Blaubeuren Church. Photo: wikimedia.org/Uoaei1

Secondly, there is the witness of history, cumulative and undeniable. From the art of the early Christian catacombs to Romanesque basilicas and Byzantine iconography, from the soaring Gothic to the creative torrent of the Renaissance, from the age of the Baroque and beyond, the history of Christianity is inextricably linked to its artistic heritage built up over centuries. For sure, this historical wealth of previous centuries reflects past artistic styles, social and cultural worlds. Yet educators, artists, pastors, and even nations (as evidenced in recent debates over the Preamble to the European Constitution) who overlook or altogether ignore this accumulated treasury of Christian artistic and architectural history fail to resound with the most basic of human experiences —that of imagination rooted in memory.

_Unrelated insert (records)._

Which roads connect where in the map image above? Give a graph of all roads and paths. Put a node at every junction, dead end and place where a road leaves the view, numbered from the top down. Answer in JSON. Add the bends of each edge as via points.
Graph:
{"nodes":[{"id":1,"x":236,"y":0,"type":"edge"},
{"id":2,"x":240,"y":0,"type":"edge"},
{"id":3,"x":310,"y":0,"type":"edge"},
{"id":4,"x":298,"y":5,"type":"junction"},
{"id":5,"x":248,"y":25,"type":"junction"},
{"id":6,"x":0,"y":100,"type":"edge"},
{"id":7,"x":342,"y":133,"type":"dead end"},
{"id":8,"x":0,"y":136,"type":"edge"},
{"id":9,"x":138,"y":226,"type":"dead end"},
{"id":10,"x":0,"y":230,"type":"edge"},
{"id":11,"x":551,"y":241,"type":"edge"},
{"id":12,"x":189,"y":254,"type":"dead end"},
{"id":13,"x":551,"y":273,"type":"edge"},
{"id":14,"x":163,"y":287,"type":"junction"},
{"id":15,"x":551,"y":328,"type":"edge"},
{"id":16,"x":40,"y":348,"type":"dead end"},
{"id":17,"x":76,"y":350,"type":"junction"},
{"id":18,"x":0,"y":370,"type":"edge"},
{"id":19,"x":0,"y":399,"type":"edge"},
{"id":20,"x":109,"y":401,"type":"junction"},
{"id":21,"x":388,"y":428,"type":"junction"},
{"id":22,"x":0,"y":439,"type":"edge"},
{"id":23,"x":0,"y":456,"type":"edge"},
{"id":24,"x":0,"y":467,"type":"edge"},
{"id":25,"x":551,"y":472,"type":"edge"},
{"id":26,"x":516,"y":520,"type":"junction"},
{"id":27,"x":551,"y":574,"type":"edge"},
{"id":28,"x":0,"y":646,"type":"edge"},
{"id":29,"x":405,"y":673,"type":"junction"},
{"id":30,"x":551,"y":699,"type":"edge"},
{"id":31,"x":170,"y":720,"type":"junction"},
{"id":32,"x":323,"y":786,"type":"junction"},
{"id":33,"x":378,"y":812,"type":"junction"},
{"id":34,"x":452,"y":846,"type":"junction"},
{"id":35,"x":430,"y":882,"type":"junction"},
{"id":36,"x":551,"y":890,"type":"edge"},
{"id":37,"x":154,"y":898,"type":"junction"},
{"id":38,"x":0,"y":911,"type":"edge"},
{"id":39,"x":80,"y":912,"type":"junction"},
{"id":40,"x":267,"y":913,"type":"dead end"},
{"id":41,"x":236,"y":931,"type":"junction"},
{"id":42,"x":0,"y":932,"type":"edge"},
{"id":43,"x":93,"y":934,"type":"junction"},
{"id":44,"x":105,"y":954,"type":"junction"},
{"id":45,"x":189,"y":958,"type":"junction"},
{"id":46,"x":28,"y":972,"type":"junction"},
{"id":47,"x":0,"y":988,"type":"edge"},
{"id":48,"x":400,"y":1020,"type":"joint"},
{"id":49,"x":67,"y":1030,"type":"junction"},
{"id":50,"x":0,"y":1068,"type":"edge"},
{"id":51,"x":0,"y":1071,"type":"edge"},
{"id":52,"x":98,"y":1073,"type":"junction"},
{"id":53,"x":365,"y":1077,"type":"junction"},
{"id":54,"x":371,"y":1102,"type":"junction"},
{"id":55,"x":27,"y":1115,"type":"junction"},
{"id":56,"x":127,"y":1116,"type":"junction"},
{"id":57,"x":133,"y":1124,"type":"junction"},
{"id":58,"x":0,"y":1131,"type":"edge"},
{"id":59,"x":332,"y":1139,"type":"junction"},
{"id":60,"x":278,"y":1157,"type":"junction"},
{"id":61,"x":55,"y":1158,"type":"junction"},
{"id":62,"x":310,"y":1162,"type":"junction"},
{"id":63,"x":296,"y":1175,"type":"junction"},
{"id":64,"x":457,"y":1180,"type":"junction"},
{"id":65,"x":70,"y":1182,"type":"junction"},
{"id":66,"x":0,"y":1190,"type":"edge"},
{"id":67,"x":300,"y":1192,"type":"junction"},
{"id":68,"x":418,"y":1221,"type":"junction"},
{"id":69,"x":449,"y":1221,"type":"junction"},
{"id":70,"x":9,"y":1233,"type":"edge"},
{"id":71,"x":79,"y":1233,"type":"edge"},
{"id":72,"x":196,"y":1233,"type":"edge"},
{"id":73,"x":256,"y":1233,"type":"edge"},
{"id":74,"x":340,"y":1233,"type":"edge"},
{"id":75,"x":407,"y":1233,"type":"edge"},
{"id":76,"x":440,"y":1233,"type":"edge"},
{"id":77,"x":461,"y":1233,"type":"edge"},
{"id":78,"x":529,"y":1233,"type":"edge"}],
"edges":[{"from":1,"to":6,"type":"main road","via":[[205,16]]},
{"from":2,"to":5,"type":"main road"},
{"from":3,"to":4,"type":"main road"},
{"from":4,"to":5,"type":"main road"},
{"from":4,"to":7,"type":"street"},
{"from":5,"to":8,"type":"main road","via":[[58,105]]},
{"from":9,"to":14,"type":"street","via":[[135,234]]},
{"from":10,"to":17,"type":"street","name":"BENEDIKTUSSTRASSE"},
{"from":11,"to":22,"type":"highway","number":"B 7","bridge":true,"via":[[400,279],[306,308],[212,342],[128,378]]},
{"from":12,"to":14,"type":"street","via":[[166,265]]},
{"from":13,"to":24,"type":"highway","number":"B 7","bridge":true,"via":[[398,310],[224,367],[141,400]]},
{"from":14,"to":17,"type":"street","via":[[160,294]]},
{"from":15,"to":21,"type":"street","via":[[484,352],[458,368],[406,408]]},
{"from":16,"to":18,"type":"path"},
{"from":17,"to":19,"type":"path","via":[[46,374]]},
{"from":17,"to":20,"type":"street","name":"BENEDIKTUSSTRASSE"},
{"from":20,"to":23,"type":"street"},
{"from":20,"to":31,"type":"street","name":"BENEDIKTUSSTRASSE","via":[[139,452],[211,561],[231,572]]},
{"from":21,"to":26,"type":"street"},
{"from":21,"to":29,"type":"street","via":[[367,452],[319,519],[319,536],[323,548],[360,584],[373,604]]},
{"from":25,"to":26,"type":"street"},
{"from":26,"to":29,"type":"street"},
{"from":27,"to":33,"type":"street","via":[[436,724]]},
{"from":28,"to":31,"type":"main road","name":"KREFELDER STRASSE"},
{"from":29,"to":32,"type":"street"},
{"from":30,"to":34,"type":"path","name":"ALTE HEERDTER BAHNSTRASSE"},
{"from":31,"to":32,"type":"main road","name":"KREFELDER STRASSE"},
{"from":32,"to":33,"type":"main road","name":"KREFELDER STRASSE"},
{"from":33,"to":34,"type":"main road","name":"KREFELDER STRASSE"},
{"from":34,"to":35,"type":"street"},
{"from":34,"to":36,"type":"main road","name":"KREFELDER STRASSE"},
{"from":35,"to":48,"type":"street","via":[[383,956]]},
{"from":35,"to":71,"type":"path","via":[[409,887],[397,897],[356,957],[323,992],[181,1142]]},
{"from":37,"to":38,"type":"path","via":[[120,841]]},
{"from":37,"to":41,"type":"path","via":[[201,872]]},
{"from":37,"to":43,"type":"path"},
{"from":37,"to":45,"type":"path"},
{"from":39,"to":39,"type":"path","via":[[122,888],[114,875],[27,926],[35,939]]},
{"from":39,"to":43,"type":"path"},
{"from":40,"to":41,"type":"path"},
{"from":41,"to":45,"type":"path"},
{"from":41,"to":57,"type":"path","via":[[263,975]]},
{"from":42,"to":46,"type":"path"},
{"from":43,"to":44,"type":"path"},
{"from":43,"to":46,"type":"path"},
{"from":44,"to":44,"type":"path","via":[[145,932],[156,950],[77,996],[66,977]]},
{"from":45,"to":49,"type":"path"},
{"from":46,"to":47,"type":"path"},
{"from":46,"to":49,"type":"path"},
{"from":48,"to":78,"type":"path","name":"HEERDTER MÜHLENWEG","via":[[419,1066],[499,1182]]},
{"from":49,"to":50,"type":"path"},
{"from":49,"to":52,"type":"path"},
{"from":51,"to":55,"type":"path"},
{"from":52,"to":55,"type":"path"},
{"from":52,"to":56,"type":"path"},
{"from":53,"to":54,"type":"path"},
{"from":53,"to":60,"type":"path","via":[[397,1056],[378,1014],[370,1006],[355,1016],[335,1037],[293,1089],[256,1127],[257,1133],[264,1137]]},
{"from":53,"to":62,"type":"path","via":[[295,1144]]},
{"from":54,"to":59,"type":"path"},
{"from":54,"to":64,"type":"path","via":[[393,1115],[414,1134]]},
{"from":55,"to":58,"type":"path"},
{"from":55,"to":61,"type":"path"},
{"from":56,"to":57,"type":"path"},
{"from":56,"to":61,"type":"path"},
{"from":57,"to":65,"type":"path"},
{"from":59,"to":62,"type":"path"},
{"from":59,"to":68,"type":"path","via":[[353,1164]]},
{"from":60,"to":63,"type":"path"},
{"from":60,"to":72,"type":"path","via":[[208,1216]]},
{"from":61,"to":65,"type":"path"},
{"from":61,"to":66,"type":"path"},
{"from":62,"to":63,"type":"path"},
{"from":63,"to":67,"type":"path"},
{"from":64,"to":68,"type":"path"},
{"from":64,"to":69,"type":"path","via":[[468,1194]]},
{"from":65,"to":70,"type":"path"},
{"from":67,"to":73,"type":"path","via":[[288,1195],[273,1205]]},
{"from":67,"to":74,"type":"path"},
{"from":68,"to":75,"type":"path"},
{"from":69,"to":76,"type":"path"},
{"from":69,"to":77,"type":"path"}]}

Thirdly, there is a human or anthropological basis for the use of sacred images in faith formation. The Catechism speaks of faith as a response of the whole human person, engaging intellect, heart, senses, emotion, memory, and will. A systematic formation in faith may lead one to notional assent (in Cardinal Newman’s terms) to the mystery of the Incarnation but it does not and should not stop there. Effective catechesis and evangelization is directed to real assent that encompasses intellect, heart, will, senses, and emotions. Sacred architecture and art engage the senses so that catechetical formation involves and moves the whole human person toward lifelong conversion and discipleship.

Saint Thomas Aquinas outlines this rationale when he writes in the Sentences: “There were three reasons for the introduction of the use of visual arts in the Church: first, for the instruction of the uneducated, who are taught by them as by books; second, that the mystery of the Incarnation and the examples of the saints be more firmly impressed on our memory by being daily represented before our eyes; and third, to enkindle devotion, which is more efficaciously evoked by what is seen than by what is heard.”

 

Times Square, New York City, Photo: Terabass

A fourth and final reason for genuine sacred images placed at the service of catechesis and evangelization is a cultural one. Few will argue that we live in the midst of a global culture in which multiple images dominate, shape, and define people’s values and identity. Television commercials, billboard advertising, the Internet, blogs, video games, all of these visual media express, reflect, and communicate in sensory forms the content and values of culture, for good or ill. This sensory culture daily presents fragmented images that subtly and not so subtly trivialize and denigrate the dignity of the human person, create superficial and consumerist needs, and estrange us from spiritual realities. To effectively engage the faithful who are shaped by this sensory culture can the Church afford to dispense with sacred architecture and images as tools of catechesis and evangelization?

In an interview given decades ago, then Joseph Cardinal Ratzinger cut to the heart of the matter when he observed: “The only really effective apologia for Christianity comes down to two arguments, namely the saints the Church has produced and the art which has grown in her womb. Better witness is borne to the Lord by the splendor of holiness and art which have arisen in communities of believers … if the Church is to continue to transform and humanize the world, how can she dispense with beauty in her liturgies, that beauty which is so closely linked with love and with the radiance of the Resurrection?”